Estos primeros párrafos, cargados de conceptos
incontrovertibles, son solamente el antecedente de la cuestión sobre la que hoy
reflexiono. Me propongo lanzar el debate
sobre las reclamaciones patrimoniales, sobre lo que muchas veces se llaman
restituciones o devoluciones pero que en el fondo parecen tentativas de
incautación al amparo de argumentos de ventaja política, con reivindicaciones
populistas y grandes dosis de oportunismo. Estas demandas suelen estar
manejadas por políticos mediocres y, por lo general, sumamente irresponsables.
Una precisión. No se
trata de ponerse a favor de unos casos u otros, ni de defender posturas de
parte, ni siquiera de hacer referencia a casos concretos por todos conocidos.

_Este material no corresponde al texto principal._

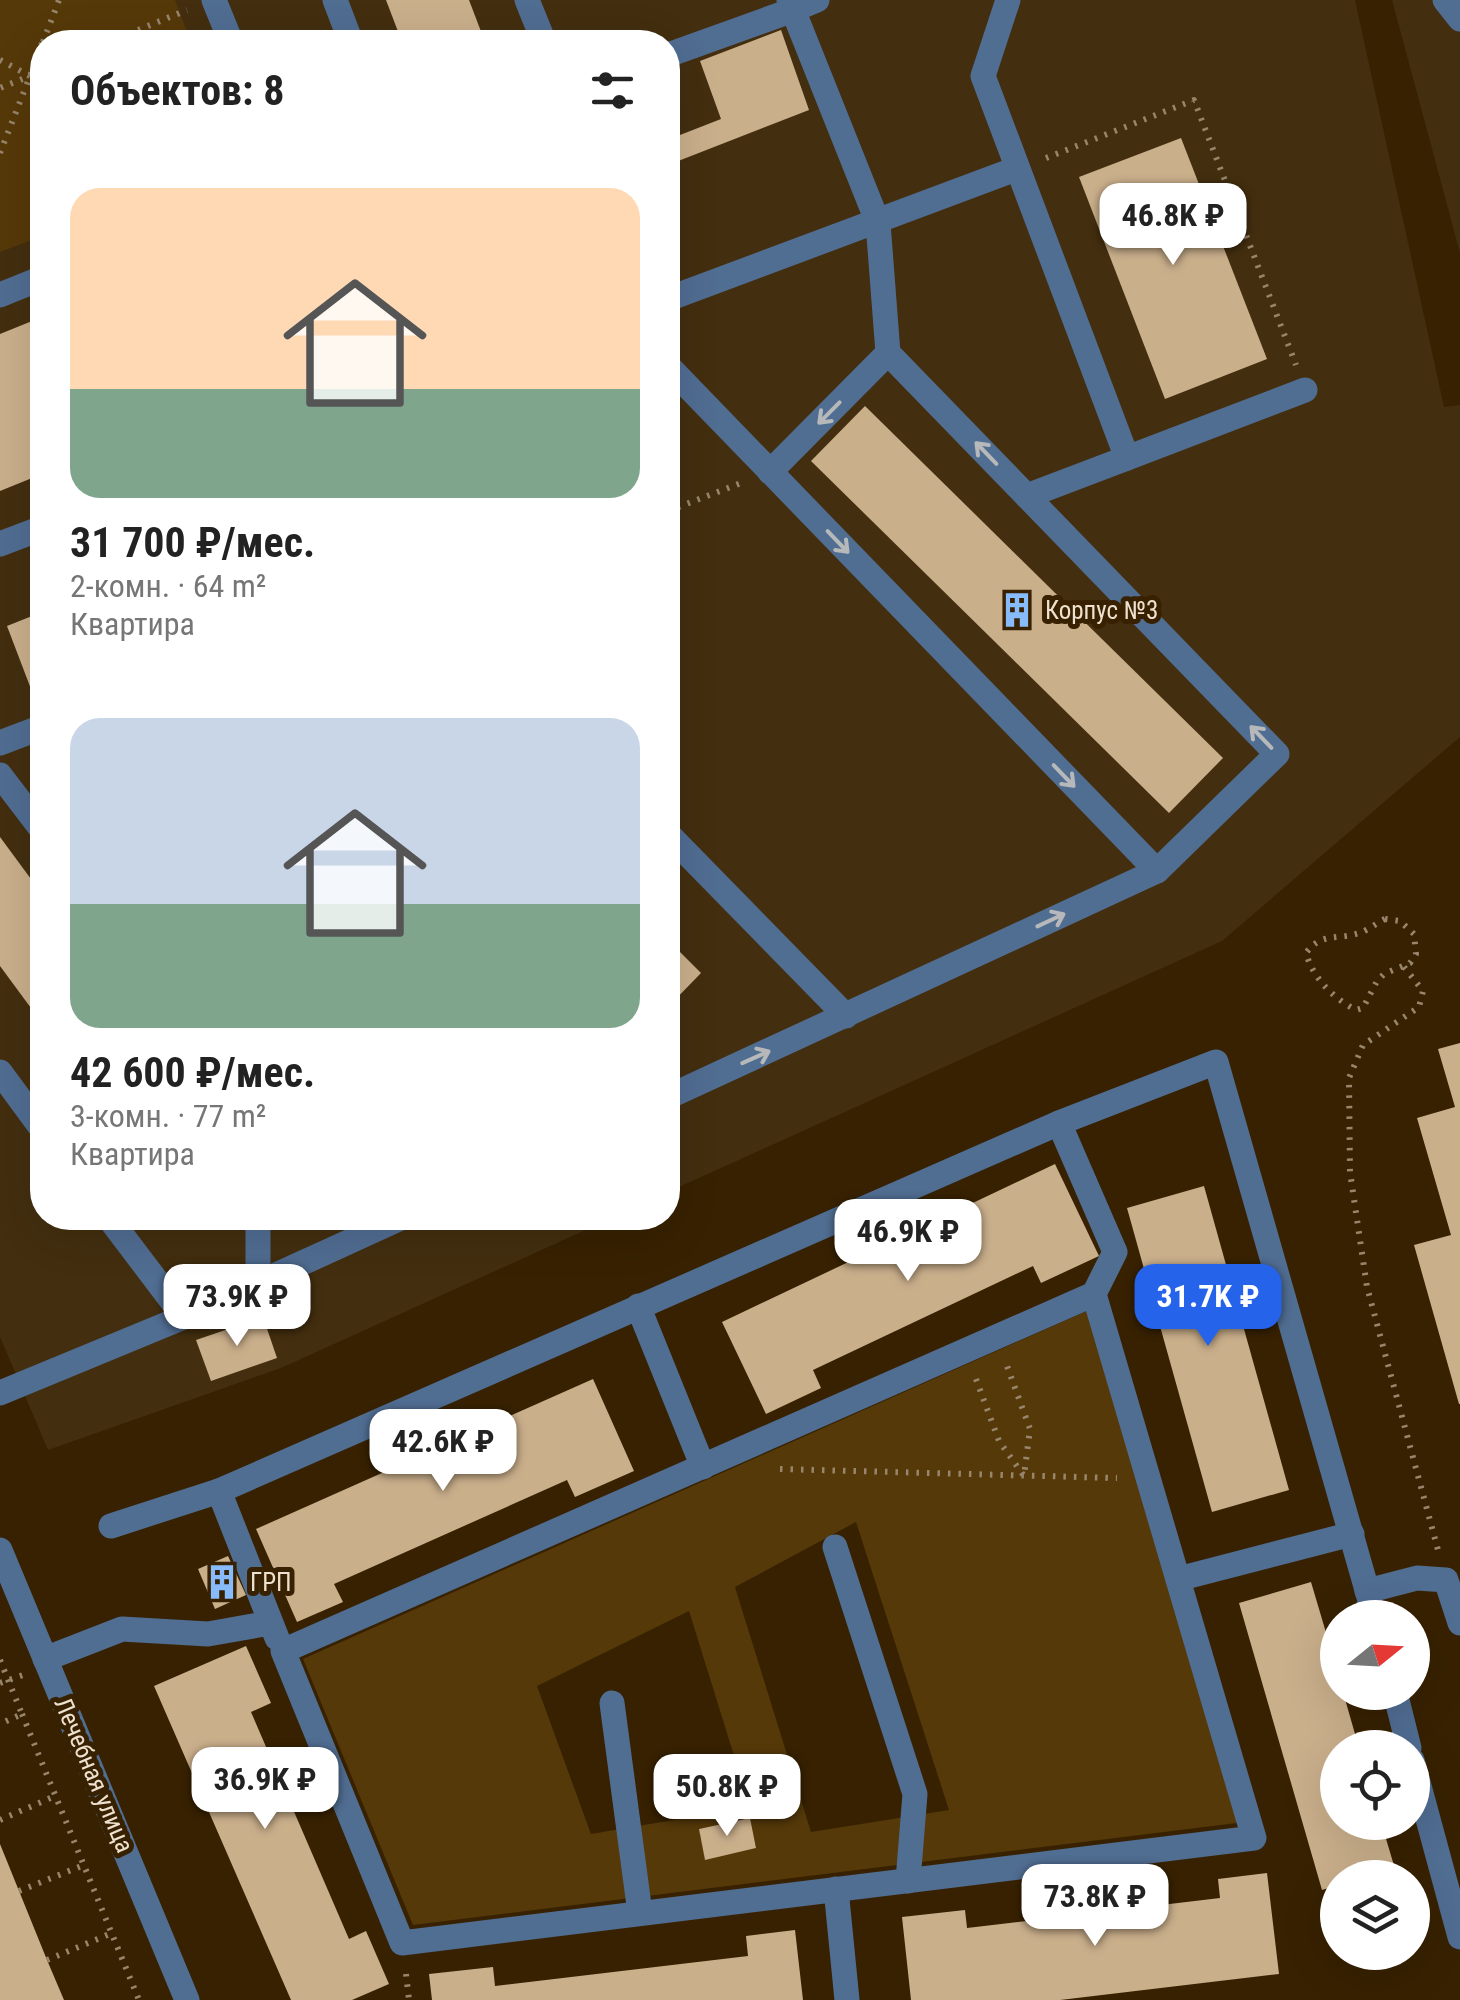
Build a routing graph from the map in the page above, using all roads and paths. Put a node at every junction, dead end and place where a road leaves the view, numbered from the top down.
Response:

Tampoco entra a valorar si los bienes han sido robados, incautados, comprados
mediante engaños, vendidos (i)legalmente, regalados, entregados como hallazgo
arqueológico o adquiridos en subasta. Es decir, esto no va de los documentos
del Archivo de Salamanca, ni de los frescos de Sijena, ni de la Dama de Elche, ni de la Cruz de Peñalba, ni de los mármoles del Partenón, … O sí, a lo mejor sí va de eso.
Con recurrente frecuencia se genera debate sobre aquellos
objetos pertenecientes al patrimonio cultural que se hallan fuera de su entorno
original. Más allá de las dificultades que muchas veces existen para determinar
con claridad cuál es éste (se manejan razonamientos como la geografía, el
concepto, la propiedad, la trayectoria histórica, los derechos sobrevenidos, la
herencia), solemos encontrar argumentos identitarios para justificar demandas
de retorno y ni siquiera en este punto podemos aportar un término claro para designar
a la solicitud (¿restitución, devolución, reposición, restauración…?). Lo que
sí parece ser paradigma es que tras la
mayoría de estas demandas se encuentra un componente aglutinador, teñido de
identidad cultural pero que en realidad se acerca más al nacionalismo. La
diferencia en este caso está, a mi juicio, en que el nacionalismo necesita
fetiches para apuntalar su doctrina política, manteniendo una actitud
profundamente exclusivista, mientras que la identidad cultural es un conjunto
de percepciones individuales que puede utilizar símbolos para consolidar el
sentimiento de pertenencia, pero utilizándolos como elemento integrador y sin
necesidad de generar un culto al objeto.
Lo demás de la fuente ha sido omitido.